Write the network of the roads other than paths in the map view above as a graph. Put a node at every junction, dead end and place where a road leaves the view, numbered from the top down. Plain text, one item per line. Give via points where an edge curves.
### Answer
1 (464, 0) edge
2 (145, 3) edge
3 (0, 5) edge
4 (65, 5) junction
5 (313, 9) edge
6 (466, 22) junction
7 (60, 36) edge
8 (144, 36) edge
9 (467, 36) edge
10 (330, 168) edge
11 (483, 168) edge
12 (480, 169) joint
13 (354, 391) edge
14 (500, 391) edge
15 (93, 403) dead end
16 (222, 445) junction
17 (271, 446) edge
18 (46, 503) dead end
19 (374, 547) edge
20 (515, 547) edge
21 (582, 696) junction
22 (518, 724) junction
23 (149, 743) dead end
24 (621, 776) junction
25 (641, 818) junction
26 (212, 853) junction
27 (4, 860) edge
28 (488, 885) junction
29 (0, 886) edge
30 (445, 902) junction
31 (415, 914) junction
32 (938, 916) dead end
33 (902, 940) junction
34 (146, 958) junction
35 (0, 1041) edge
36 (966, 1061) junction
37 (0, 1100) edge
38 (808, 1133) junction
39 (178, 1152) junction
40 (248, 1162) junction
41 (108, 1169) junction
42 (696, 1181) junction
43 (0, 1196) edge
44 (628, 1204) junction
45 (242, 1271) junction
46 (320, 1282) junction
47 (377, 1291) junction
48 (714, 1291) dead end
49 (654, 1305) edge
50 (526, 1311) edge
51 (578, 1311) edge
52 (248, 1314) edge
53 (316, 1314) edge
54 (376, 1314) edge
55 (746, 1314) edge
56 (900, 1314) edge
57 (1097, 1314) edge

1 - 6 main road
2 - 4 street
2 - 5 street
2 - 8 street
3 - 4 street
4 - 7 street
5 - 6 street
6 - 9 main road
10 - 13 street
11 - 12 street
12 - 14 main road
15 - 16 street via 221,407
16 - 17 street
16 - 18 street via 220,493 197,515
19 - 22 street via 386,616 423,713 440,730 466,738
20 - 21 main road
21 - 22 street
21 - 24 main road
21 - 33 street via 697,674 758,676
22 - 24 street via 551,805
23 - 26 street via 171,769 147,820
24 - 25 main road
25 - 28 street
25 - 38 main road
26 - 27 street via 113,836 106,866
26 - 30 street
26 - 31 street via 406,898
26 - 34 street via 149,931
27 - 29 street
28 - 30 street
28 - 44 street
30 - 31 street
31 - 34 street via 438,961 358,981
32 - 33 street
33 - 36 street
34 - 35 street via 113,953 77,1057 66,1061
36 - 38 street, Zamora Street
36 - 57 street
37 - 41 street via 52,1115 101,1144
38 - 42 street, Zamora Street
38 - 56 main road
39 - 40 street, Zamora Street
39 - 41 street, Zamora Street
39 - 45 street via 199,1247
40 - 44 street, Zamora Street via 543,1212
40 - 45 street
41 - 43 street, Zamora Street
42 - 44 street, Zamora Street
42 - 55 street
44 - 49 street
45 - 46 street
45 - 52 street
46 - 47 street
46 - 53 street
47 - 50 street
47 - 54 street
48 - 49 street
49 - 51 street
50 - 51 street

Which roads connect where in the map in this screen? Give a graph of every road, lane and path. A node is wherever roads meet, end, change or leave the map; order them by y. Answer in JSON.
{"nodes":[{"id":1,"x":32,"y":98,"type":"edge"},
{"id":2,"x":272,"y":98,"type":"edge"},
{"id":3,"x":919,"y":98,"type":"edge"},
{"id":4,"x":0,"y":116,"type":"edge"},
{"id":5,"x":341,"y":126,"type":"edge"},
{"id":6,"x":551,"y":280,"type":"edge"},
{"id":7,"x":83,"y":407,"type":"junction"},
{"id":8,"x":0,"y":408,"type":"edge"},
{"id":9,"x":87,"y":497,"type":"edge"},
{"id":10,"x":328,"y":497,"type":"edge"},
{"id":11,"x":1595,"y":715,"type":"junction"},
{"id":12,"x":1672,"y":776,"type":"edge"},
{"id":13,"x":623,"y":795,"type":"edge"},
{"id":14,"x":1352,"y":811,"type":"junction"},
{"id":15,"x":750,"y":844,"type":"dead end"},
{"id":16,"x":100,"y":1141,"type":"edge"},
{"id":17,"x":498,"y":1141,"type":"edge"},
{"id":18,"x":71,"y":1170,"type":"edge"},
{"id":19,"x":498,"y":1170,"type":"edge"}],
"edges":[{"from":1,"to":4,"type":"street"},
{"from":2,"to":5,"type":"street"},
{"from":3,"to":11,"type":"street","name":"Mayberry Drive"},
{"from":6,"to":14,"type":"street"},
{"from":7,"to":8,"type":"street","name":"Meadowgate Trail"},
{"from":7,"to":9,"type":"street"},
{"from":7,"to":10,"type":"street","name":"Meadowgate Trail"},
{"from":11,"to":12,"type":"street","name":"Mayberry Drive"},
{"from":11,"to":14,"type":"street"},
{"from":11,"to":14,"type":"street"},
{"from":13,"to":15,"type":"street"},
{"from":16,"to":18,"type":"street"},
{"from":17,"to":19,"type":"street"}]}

What is needed -
Look through the entries above. Extract each line with the word "name".

Task solution -
{"from":3,"to":11,"type":"street","name":"Mayberry Drive"},
{"from":7,"to":8,"type":"street","name":"Meadowgate Trail"},
{"from":7,"to":10,"type":"street","name":"Meadowgate Trail"},
{"from":11,"to":12,"type":"street","name":"Mayberry Drive"},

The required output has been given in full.